Monday, September 01, 2008

Kurt Weill

For the last week and more, Joshua and I have been listening to three discs of music by Kurt Weill.

We listened to the discs in the car while driving East ten days ago, and we listened to the discs on our new sound system the last couple of days.

We chose these discs because my brother likes the music of Kurt Weill, and we thought he would enjoy hearing the discs during our long drive from Minneapolis to Boston.

The three discs we chose were:

“Der Dreigroschenoper”, performed by Lotte Lenya, Willi Trenk-Trebitsch, other vocal soloists and a pickup chorus and orchestra under Wilhelm Bruckner-Ruggeberg, on the Sony label

“Ute Lemper Sings Kurt Weill”, performed by Ute Lemper and the RIAS Berlin Chamber Orchestra under John Mauceri, on the Decca label

“The Unknown Kurt Weill”, performed by Teresa Stratas and Richard Woitach, on the Nonesuch label

This recording of “The Threepenny Opera”, made exactly fifty years ago, is the classic recording of the work, probably never equaled and certainly never exceeded. The recording, amazingly, is out of print at present.

The edition we listened to was the first compact disc version of the recording, published in Germany in 1982 and originally issued with an elaborate 96-page booklet. A further, less deluxe edition was published in 1990, but neither the 1982 edition nor the 1990 edition is any longer in the active domestic catalog.

Given that this recording is one of the classics of the gramophone, the current unavailability of the recording should be a crime.

This is one in a series of recordings of Kurt Weill’s music that Lotte Lenya recorded (and supervised) in Germany in the 1950’s. Made in Berlin in January 1958, this recording features two of the original cast members from the 1928 premiere of “The Threepenny Opera”, Lenya and Willi Trenk-Trebitsch. The other cast members are German singers little-known at the time this recording was made and virtually forgotten today.

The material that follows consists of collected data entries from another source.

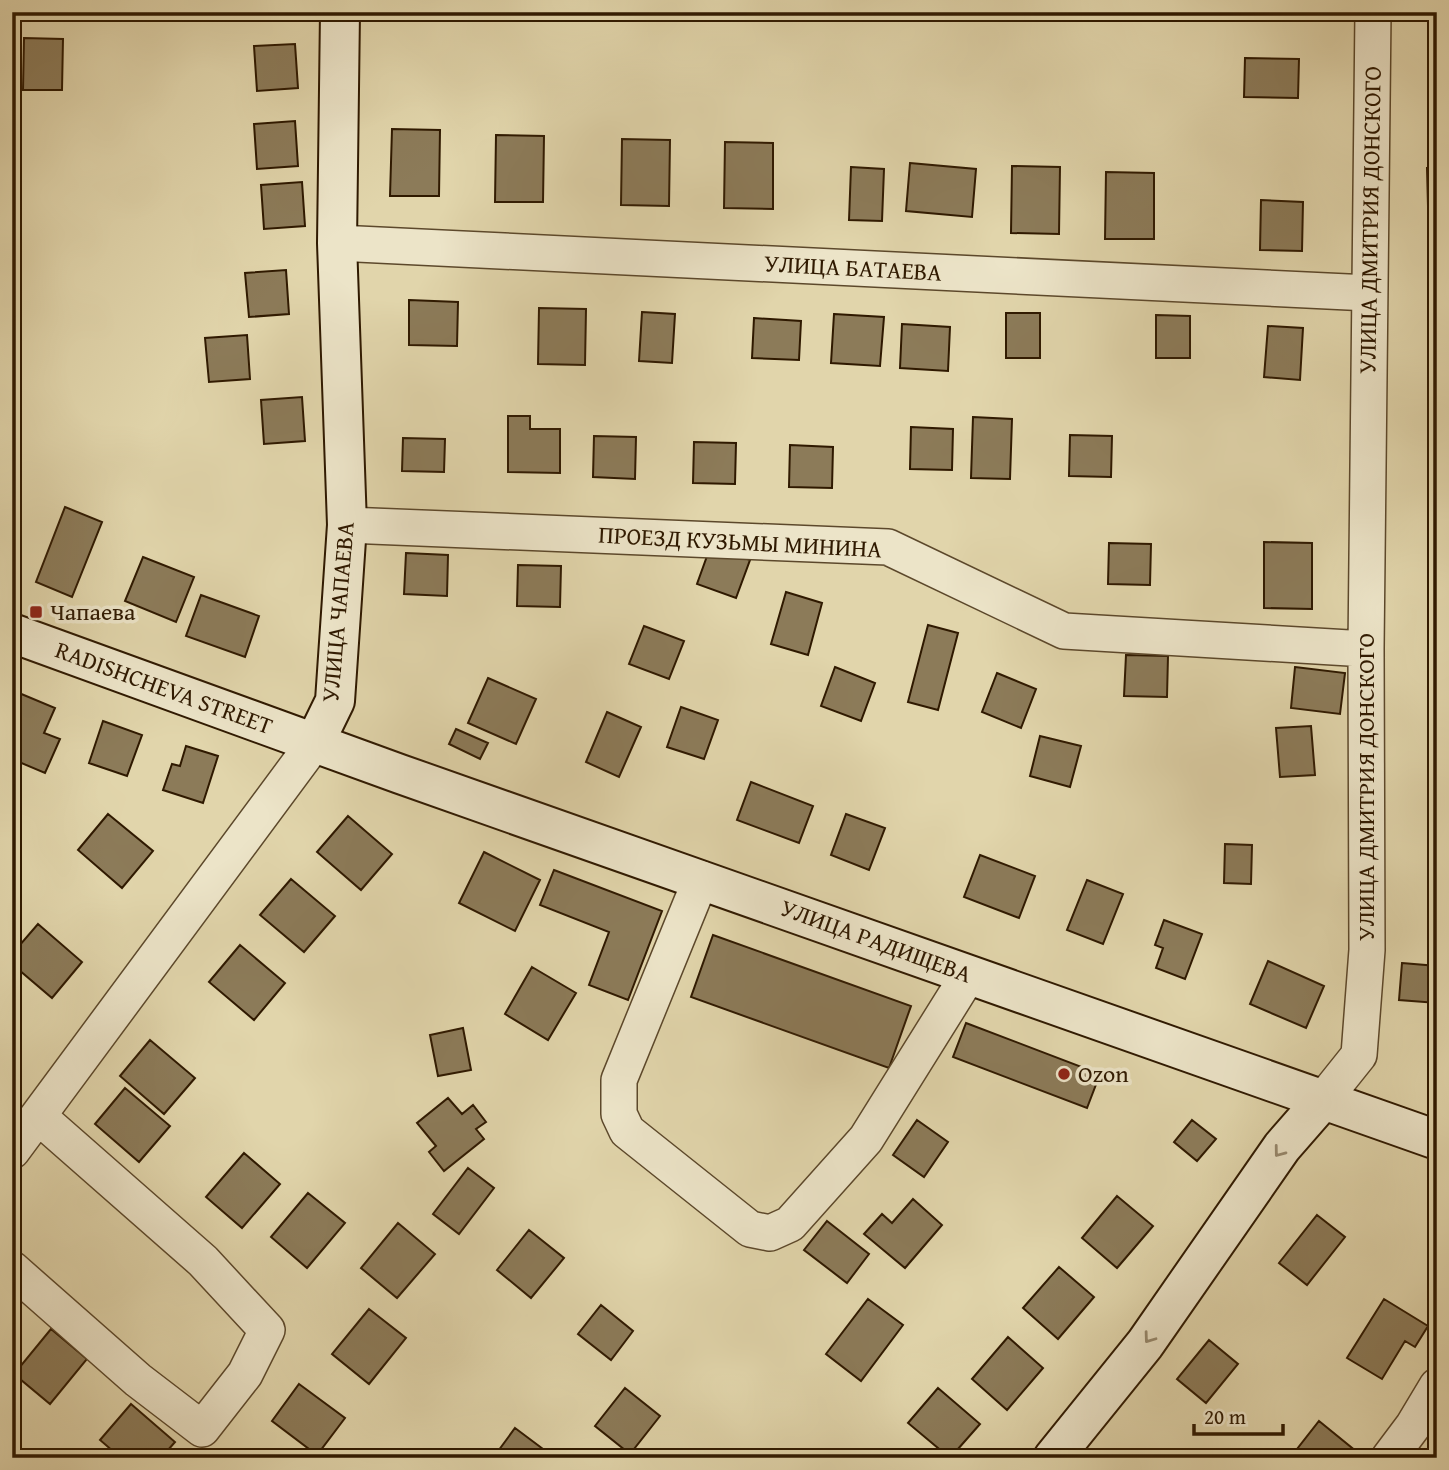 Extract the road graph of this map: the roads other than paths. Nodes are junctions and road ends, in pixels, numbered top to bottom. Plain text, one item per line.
1 (340, 12) edge
2 (1373, 12) edge
3 (337, 243) junction
4 (1369, 293) junction
5 (347, 525) junction
6 (12, 633) edge
7 (1366, 649) junction
8 (315, 742) junction
9 (701, 879) junction
10 (970, 974) junction
11 (1323, 1100) junction
12 (38, 1116) junction
13 (1437, 1140) edge
14 (12, 1151) edge
15 (12, 1269) edge
16 (1437, 1386) edge
17 (1420, 1442) edge
18 (1053, 1458) edge
19 (1389, 1458) edge

1 - 3 main road, УЛИЦА ЧАПАЕВА
2 - 4 street, УЛИЦА ДМИТРИЯ ДОНСКОГО
3 - 4 street, УЛИЦА БАТАЕВА
3 - 5 main road, УЛИЦА ЧАПАЕВА
4 - 7 street, УЛИЦА ДМИТРИЯ ДОНСКОГО
5 - 7 street, ПРОЕЗД КУЗЬМЫ МИНИНА
5 - 8 main road, УЛИЦА ЧАПАЕВА
6 - 8 main road, RADISHCHEVA STREET
7 - 11 street, УЛИЦА ДМИТРИЯ ДОНСКОГО
8 - 9 main road, УЛИЦА РАДИЩЕВА
8 - 12 street, УЛИЦА ЧАПАЕВА
9 - 10 main road, УЛИЦА РАДИЩЕВА
9 - 10 street
10 - 11 main road, УЛИЦА РАДИЩЕВА
11 - 13 main road, УЛИЦА РАДИЩЕВА
11 -> 18 main road, УЛИЦА ДМИТРИЯ ДОНСКОГО
12 - 14 street, УЛИЦА ЧАПАЕВА
12 - 15 street
16 - 17 street
17 - 19 street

At the time this recording was issued, it was represented to be the first “complete” recording of the entire score. That claim is and was troublesome, because there is no authoritative edition of the score. Over the years, more than one version of Berthold Brecht’s libretto has circulated and more than one version of Weill’s vocal score has circulated (and the various vocal scores leave unresolved the question of orchestration). This is the result of Brecht and Weill never having considered the original Berlin production to be definitive—both writer and composer actively tinkered with the work over a period of years while the work was still being performed in Germany—as well as the result of Brecht and Weill seeing no future for their work after the Nazis banned further performances of “The Threepenny Opera” shortly after coming to power in 1933. In 1972, a so-called “complete” edition of the score was finally published, but the “completeness” of that 1972 edition has always been in dispute. A further Critical Edition was published in 2000. It is probably accurate to state that this 1958 recording is more-or-less complete insofar as Weill scholarship had progressed by the middle 1950’s, and that it contains most of the important music (and certainly a fuller account of the score than had previously been recorded). However, the only truly “complete” recording of “The Threepenny Opera” is the RCA recording conducted by H. K. Gruber, a two-disc set recorded in Frankfurt in 1999 that has never made much headway in the American market.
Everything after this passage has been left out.